(Dataset content)

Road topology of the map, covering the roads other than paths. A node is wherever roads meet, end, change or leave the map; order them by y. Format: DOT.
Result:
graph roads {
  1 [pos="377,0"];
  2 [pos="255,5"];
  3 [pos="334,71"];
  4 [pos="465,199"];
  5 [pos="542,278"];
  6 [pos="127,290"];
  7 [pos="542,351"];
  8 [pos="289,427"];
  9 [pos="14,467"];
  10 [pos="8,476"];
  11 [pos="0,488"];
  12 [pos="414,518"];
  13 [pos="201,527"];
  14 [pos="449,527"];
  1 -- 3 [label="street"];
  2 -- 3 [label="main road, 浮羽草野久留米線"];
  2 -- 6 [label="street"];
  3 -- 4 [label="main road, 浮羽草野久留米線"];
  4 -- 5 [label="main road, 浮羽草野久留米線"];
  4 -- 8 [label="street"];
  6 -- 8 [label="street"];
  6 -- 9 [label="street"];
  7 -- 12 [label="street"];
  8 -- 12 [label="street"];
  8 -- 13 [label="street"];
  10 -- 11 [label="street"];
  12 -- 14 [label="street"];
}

(End Dataset content)

Reproduce the data above in full, with no line missing.

Reply to the task:
Road topology of the map, covering the roads other than paths. A node is wherever roads meet, end, change or leave the map; order them by y. Format: DOT.
Result:
graph roads {
  1 [pos="377,0"];
  2 [pos="255,5"];
  3 [pos="334,71"];
  4 [pos="465,199"];
  5 [pos="542,278"];
  6 [pos="127,290"];
  7 [pos="542,351"];
  8 [pos="289,427"];
  9 [pos="14,467"];
  10 [pos="8,476"];
  11 [pos="0,488"];
  12 [pos="414,518"];
  13 [pos="201,527"];
  14 [pos="449,527"];
  1 -- 3 [label="street"];
  2 -- 3 [label="main road, 浮羽草野久留米線"];
  2 -- 6 [label="street"];
  3 -- 4 [label="main road, 浮羽草野久留米線"];
  4 -- 5 [label="main road, 浮羽草野久留米線"];
  4 -- 8 [label="street"];
  6 -- 8 [label="street"];
  6 -- 9 [label="street"];
  7 -- 12 [label="street"];
  8 -- 12 [label="street"];
  8 -- 13 [label="street"];
  10 -- 11 [label="street"];
  12 -- 14 [label="street"];
}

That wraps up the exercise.